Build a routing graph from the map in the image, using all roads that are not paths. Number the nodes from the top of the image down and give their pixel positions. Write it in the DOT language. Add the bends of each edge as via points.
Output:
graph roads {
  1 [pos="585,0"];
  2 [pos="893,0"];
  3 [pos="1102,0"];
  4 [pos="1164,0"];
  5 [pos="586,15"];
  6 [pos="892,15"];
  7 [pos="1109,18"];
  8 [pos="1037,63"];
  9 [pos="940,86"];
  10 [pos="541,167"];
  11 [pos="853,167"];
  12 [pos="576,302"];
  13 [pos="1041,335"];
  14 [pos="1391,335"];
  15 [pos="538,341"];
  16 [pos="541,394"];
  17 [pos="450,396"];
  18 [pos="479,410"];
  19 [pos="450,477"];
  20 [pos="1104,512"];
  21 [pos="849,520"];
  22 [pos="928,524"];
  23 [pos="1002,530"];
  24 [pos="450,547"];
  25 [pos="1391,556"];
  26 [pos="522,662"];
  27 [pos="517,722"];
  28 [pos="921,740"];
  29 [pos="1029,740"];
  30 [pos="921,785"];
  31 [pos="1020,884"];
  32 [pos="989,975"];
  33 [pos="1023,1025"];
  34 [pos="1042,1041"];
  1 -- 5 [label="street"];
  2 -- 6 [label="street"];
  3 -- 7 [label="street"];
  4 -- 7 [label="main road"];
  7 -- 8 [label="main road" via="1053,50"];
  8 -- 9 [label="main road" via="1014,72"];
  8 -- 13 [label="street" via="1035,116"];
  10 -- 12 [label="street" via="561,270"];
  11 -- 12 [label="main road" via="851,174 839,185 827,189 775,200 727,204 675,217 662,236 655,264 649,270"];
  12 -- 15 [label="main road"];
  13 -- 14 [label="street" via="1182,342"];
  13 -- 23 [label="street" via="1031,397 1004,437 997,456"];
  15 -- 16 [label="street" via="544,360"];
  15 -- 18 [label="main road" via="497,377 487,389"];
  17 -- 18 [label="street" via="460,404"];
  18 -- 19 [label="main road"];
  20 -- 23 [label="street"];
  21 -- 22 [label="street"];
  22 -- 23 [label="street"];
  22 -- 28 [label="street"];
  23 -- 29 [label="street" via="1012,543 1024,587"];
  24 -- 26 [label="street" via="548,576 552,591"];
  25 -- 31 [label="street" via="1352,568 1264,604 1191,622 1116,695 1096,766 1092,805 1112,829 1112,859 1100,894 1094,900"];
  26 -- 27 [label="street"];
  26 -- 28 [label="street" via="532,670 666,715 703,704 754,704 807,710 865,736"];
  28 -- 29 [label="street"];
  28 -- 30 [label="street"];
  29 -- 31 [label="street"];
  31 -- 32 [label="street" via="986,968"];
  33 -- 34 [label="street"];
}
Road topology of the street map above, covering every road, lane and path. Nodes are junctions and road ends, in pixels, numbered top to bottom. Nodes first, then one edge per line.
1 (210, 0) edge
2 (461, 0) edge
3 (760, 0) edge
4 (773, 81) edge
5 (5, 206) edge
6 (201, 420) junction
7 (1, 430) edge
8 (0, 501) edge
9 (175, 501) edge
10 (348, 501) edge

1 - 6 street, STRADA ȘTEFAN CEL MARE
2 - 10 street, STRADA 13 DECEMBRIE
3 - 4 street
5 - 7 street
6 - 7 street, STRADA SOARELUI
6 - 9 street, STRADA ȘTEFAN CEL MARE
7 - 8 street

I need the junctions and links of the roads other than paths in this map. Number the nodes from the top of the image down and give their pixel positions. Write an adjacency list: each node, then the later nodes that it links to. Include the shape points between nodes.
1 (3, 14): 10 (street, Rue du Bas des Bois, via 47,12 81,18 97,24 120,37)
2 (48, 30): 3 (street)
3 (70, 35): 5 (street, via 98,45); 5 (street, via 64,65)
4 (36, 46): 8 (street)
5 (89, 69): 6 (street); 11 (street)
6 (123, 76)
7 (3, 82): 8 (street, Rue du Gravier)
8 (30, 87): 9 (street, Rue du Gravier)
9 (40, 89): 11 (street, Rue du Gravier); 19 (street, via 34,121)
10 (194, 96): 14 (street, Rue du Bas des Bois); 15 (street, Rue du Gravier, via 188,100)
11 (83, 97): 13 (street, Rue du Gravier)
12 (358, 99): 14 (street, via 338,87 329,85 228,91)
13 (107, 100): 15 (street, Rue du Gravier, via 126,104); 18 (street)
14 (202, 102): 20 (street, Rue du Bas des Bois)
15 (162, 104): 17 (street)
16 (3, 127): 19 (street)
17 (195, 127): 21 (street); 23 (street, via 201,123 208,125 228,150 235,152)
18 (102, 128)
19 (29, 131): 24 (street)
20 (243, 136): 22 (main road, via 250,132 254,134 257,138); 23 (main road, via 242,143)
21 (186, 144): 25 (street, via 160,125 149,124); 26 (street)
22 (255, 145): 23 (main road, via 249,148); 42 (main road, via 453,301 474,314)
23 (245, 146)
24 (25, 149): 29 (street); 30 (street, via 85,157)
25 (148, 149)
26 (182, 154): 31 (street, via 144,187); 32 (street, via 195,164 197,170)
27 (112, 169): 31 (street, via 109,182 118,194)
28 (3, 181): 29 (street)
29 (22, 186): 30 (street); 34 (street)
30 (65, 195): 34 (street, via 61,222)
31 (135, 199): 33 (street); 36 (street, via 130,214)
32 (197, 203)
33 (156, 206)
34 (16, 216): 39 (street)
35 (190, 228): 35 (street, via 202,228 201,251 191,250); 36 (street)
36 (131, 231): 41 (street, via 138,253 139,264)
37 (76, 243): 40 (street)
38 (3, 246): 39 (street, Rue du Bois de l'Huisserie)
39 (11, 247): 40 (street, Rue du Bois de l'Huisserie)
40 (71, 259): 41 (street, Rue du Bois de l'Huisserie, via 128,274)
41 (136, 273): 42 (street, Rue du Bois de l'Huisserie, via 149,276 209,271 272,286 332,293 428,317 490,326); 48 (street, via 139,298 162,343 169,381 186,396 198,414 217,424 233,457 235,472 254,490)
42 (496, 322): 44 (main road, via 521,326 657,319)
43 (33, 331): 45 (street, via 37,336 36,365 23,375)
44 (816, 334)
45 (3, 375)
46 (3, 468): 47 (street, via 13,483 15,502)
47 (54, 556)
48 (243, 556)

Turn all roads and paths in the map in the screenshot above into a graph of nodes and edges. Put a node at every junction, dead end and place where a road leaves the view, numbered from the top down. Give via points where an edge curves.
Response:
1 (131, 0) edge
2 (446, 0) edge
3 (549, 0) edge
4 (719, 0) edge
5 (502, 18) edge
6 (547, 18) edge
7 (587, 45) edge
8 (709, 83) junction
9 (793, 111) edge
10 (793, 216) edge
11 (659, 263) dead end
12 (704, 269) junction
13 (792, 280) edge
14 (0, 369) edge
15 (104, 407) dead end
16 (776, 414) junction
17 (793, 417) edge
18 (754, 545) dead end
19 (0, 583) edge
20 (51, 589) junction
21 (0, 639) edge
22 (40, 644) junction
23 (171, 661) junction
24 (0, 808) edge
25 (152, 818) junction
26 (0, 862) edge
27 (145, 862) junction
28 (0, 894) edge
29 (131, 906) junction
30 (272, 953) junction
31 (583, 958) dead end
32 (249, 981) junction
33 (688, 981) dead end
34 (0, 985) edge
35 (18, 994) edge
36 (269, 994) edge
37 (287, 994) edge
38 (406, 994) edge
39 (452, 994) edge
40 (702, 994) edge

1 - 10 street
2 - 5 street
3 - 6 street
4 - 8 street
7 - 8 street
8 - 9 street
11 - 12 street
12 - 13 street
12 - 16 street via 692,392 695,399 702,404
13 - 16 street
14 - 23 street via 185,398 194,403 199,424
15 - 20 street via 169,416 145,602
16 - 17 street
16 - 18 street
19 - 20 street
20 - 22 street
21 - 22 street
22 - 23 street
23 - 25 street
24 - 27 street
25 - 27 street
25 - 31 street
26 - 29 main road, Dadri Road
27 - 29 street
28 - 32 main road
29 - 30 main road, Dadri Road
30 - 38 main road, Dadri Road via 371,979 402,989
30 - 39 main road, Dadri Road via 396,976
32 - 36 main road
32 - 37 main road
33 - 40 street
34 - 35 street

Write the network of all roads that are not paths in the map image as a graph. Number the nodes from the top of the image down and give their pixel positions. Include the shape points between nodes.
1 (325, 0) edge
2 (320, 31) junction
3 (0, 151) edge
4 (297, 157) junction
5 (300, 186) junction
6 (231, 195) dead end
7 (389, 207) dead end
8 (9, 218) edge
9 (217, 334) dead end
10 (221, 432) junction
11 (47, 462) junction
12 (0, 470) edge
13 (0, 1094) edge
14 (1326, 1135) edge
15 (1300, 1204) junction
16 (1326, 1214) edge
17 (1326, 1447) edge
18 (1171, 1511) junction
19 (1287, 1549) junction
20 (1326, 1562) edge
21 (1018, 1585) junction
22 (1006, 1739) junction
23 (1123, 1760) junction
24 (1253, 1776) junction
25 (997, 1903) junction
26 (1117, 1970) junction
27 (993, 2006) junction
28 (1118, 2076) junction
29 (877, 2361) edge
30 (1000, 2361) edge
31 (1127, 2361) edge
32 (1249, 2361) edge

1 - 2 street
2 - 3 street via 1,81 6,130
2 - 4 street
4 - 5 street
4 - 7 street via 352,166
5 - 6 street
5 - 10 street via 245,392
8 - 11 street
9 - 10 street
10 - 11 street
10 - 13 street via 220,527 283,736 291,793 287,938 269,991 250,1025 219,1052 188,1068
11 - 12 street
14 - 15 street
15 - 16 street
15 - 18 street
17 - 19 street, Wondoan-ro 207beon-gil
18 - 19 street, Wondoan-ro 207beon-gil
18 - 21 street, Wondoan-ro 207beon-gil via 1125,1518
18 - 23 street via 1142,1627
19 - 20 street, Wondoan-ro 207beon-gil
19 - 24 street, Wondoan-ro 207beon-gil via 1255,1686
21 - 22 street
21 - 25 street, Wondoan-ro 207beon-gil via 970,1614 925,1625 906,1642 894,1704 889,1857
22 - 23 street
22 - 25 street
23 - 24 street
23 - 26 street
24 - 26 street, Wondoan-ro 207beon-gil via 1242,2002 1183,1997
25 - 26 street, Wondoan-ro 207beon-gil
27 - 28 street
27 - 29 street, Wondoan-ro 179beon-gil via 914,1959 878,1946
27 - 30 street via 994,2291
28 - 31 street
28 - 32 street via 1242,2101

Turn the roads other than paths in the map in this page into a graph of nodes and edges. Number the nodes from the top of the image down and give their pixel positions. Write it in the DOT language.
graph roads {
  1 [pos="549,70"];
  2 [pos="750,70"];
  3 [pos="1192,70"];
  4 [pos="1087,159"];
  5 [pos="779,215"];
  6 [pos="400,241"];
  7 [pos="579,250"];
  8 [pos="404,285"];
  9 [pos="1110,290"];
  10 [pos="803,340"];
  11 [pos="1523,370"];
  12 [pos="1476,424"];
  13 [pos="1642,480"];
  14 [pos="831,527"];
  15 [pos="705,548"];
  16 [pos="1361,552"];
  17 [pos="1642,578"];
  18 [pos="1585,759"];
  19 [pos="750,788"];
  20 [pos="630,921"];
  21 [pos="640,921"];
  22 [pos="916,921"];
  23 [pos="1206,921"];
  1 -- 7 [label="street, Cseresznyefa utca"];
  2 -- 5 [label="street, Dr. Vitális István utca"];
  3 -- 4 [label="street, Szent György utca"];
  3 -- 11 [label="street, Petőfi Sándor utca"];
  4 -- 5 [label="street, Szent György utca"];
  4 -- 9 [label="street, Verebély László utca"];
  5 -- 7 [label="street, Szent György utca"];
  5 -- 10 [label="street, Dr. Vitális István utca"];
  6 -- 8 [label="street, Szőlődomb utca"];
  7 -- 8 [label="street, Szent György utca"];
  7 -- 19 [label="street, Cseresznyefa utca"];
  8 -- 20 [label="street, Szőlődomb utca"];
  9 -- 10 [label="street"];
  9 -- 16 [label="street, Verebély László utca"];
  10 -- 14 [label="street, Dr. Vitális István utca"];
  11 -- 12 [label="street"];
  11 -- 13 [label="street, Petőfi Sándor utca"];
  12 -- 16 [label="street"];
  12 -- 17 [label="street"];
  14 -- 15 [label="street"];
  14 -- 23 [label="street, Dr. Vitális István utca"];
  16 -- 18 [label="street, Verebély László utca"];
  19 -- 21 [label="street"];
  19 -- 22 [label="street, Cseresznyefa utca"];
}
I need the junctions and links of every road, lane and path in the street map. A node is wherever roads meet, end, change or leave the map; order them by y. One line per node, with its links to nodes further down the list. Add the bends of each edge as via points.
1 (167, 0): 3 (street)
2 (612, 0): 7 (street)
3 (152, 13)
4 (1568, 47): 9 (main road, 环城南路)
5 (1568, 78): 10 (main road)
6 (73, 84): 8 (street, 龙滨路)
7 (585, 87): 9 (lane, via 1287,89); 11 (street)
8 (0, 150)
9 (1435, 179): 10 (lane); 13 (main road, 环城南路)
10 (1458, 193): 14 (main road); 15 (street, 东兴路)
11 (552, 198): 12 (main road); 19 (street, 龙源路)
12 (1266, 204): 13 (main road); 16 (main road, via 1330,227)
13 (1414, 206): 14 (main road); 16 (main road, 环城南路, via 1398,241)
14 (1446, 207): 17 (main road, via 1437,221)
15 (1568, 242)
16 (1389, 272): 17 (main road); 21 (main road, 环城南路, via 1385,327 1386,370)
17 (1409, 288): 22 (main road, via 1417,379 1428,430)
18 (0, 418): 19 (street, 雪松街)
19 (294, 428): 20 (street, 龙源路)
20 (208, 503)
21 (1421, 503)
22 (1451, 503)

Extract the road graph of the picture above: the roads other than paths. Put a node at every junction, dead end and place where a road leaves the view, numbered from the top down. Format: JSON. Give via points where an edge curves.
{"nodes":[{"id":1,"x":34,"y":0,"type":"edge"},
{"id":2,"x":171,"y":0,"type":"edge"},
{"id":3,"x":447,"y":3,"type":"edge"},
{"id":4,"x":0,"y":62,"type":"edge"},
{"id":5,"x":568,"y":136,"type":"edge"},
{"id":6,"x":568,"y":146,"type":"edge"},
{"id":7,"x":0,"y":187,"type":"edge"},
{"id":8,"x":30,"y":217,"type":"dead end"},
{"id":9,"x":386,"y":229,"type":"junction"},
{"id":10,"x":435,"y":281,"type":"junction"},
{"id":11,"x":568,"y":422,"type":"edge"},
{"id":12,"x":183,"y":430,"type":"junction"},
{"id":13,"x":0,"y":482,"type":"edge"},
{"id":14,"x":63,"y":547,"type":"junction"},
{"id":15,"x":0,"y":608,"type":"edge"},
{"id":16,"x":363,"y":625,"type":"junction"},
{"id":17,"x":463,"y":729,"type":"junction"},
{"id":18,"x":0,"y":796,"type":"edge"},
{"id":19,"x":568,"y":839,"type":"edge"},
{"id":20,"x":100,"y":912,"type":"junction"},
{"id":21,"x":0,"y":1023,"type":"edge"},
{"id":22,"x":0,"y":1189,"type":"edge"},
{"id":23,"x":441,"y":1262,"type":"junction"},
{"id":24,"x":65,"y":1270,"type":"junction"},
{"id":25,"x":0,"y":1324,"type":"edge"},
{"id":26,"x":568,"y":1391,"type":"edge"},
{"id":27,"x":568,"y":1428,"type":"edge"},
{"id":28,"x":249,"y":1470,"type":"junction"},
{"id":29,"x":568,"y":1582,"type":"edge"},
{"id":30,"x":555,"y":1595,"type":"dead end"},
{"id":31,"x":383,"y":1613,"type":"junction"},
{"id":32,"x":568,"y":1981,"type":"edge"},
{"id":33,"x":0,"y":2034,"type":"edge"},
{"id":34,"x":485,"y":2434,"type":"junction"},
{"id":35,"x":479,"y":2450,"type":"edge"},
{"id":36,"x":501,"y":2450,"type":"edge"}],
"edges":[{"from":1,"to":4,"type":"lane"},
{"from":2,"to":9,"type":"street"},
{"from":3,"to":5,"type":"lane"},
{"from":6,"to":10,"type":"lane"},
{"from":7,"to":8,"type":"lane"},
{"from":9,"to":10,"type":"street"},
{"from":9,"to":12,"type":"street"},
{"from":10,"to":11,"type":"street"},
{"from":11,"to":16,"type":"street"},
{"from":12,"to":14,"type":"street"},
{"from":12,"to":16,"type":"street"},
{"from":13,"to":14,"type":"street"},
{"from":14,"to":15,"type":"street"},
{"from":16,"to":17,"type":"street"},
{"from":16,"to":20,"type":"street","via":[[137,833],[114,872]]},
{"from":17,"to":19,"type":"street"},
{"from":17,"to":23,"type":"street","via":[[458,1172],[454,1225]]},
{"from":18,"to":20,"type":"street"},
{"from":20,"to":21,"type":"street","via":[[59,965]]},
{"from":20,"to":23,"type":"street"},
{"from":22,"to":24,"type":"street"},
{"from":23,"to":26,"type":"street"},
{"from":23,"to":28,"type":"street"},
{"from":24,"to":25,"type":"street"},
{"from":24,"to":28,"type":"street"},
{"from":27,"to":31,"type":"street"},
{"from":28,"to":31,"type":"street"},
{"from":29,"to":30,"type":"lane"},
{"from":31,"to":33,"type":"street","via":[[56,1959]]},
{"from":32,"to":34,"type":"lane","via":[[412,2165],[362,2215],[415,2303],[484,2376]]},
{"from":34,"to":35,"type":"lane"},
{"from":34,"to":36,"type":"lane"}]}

TASK DIRECTIONS — Provide nothing but the number of lines in the material above in which the string "István" is found.

ANSWER SPACE — 4